Start of Supplied material
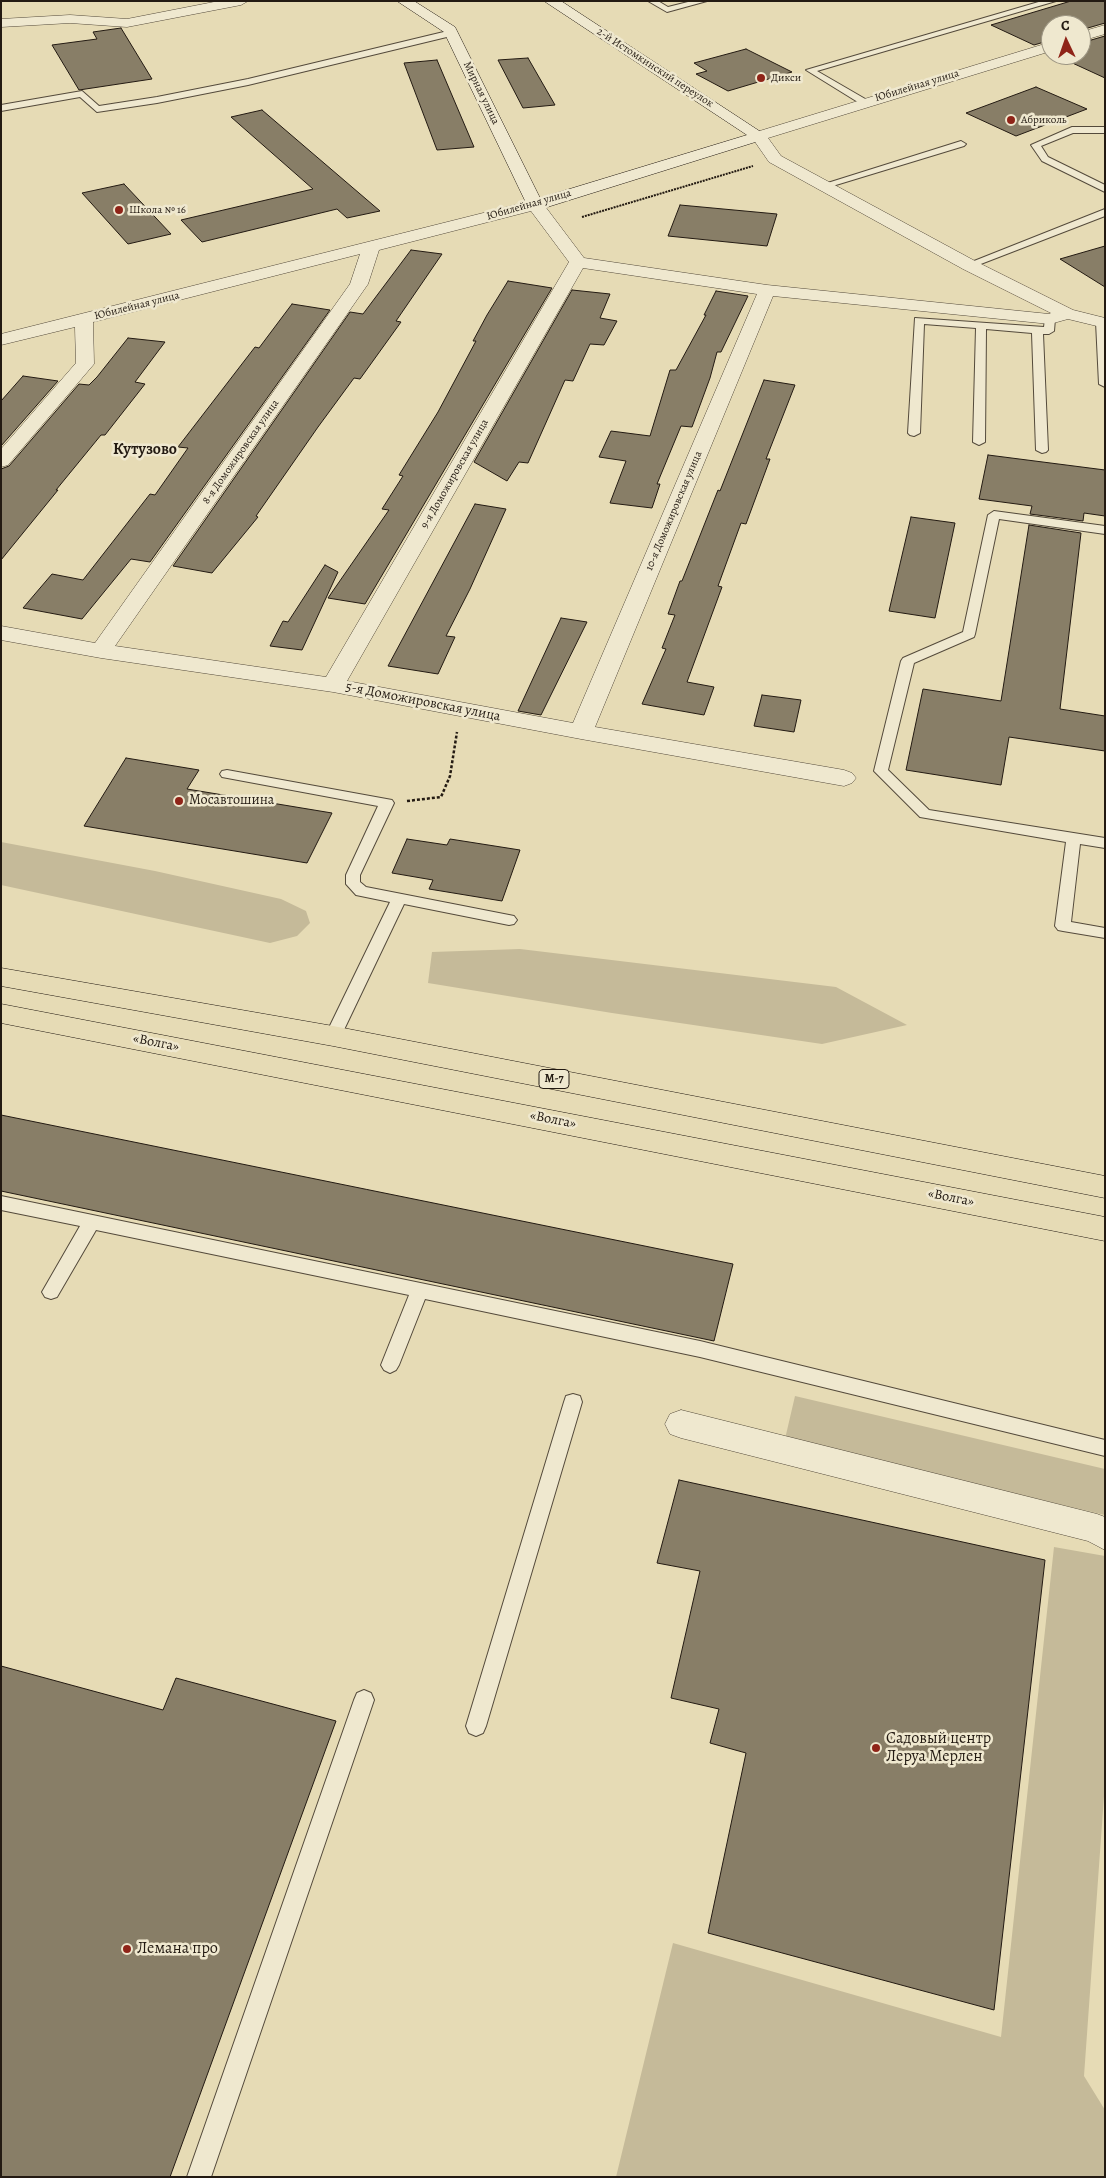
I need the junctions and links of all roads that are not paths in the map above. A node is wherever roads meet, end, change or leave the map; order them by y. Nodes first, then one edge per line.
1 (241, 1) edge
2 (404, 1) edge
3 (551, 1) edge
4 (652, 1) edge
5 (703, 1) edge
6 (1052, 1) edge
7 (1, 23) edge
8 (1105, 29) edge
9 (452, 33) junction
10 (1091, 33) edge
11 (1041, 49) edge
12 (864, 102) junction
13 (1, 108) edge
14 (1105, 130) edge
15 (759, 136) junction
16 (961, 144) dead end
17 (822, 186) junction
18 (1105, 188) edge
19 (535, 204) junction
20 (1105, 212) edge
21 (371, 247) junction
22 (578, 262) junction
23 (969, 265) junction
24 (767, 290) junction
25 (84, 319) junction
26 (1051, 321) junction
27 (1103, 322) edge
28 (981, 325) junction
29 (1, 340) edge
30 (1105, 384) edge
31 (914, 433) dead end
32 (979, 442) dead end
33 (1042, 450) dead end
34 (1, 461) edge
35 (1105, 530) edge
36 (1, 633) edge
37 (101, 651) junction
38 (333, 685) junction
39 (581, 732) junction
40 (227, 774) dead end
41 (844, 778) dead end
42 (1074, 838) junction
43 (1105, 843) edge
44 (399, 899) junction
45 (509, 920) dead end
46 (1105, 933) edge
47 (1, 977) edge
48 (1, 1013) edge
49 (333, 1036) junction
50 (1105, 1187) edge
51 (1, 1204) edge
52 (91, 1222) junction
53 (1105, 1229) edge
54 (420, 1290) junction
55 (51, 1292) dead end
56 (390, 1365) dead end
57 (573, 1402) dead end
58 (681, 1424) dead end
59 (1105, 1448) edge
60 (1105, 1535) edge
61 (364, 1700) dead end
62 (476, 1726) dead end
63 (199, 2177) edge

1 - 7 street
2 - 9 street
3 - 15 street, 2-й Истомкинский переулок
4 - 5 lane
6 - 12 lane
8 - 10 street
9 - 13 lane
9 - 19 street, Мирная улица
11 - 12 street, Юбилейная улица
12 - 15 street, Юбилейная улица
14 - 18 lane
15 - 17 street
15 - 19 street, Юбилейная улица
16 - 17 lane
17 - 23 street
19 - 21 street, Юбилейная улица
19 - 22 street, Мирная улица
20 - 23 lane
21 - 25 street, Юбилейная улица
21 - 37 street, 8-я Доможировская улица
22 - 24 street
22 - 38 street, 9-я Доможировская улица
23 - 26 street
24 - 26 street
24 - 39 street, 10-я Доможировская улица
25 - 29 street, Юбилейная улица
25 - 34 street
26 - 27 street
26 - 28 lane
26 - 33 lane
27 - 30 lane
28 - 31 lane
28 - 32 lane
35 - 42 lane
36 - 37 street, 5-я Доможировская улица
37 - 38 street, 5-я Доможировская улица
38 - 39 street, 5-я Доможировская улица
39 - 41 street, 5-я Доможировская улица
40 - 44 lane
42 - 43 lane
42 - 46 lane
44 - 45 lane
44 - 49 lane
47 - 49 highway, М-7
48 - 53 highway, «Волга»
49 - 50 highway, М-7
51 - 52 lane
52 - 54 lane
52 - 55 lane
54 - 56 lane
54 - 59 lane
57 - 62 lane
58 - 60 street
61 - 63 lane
End of Supplied material
— Directions —
Leaving out the images, return the entries above exactly as they read.

— Response to the task —
I need the junctions and links of all roads that are not paths in the map above. A node is wherever roads meet, end, change or leave the map; order them by y. Nodes first, then one edge per line.
1 (241, 1) edge
2 (404, 1) edge
3 (551, 1) edge
4 (652, 1) edge
5 (703, 1) edge
6 (1052, 1) edge
7 (1, 23) edge
8 (1105, 29) edge
9 (452, 33) junction
10 (1091, 33) edge
11 (1041, 49) edge
12 (864, 102) junction
13 (1, 108) edge
14 (1105, 130) edge
15 (759, 136) junction
16 (961, 144) dead end
17 (822, 186) junction
18 (1105, 188) edge
19 (535, 204) junction
20 (1105, 212) edge
21 (371, 247) junction
22 (578, 262) junction
23 (969, 265) junction
24 (767, 290) junction
25 (84, 319) junction
26 (1051, 321) junction
27 (1103, 322) edge
28 (981, 325) junction
29 (1, 340) edge
30 (1105, 384) edge
31 (914, 433) dead end
32 (979, 442) dead end
33 (1042, 450) dead end
34 (1, 461) edge
35 (1105, 530) edge
36 (1, 633) edge
37 (101, 651) junction
38 (333, 685) junction
39 (581, 732) junction
40 (227, 774) dead end
41 (844, 778) dead end
42 (1074, 838) junction
43 (1105, 843) edge
44 (399, 899) junction
45 (509, 920) dead end
46 (1105, 933) edge
47 (1, 977) edge
48 (1, 1013) edge
49 (333, 1036) junction
50 (1105, 1187) edge
51 (1, 1204) edge
52 (91, 1222) junction
53 (1105, 1229) edge
54 (420, 1290) junction
55 (51, 1292) dead end
56 (390, 1365) dead end
57 (573, 1402) dead end
58 (681, 1424) dead end
59 (1105, 1448) edge
60 (1105, 1535) edge
61 (364, 1700) dead end
62 (476, 1726) dead end
63 (199, 2177) edge

1 - 7 street
2 - 9 street
3 - 15 street, 2-й Истомкинский переулок
4 - 5 lane
6 - 12 lane
8 - 10 street
9 - 13 lane
9 - 19 street, Мирная улица
11 - 12 street, Юбилейная улица
12 - 15 street, Юбилейная улица
14 - 18 lane
15 - 17 street
15 - 19 street, Юбилейная улица
16 - 17 lane
17 - 23 street
19 - 21 street, Юбилейная улица
19 - 22 street, Мирная улица
20 - 23 lane
21 - 25 street, Юбилейная улица
21 - 37 street, 8-я Доможировская улица
22 - 24 street
22 - 38 street, 9-я Доможировская улица
23 - 26 street
24 - 26 street
24 - 39 street, 10-я Доможировская улица
25 - 29 street, Юбилейная улица
25 - 34 street
26 - 27 street
26 - 28 lane
26 - 33 lane
27 - 30 lane
28 - 31 lane
28 - 32 lane
35 - 42 lane
36 - 37 street, 5-я Доможировская улица
37 - 38 street, 5-я Доможировская улица
38 - 39 street, 5-я Доможировская улица
39 - 41 street, 5-я Доможировская улица
40 - 44 lane
42 - 43 lane
42 - 46 lane
44 - 45 lane
44 - 49 lane
47 - 49 highway, М-7
48 - 53 highway, «Волга»
49 - 50 highway, М-7
51 - 52 lane
52 - 54 lane
52 - 55 lane
54 - 56 lane
54 - 59 lane
57 - 62 lane
58 - 60 street
61 - 63 lane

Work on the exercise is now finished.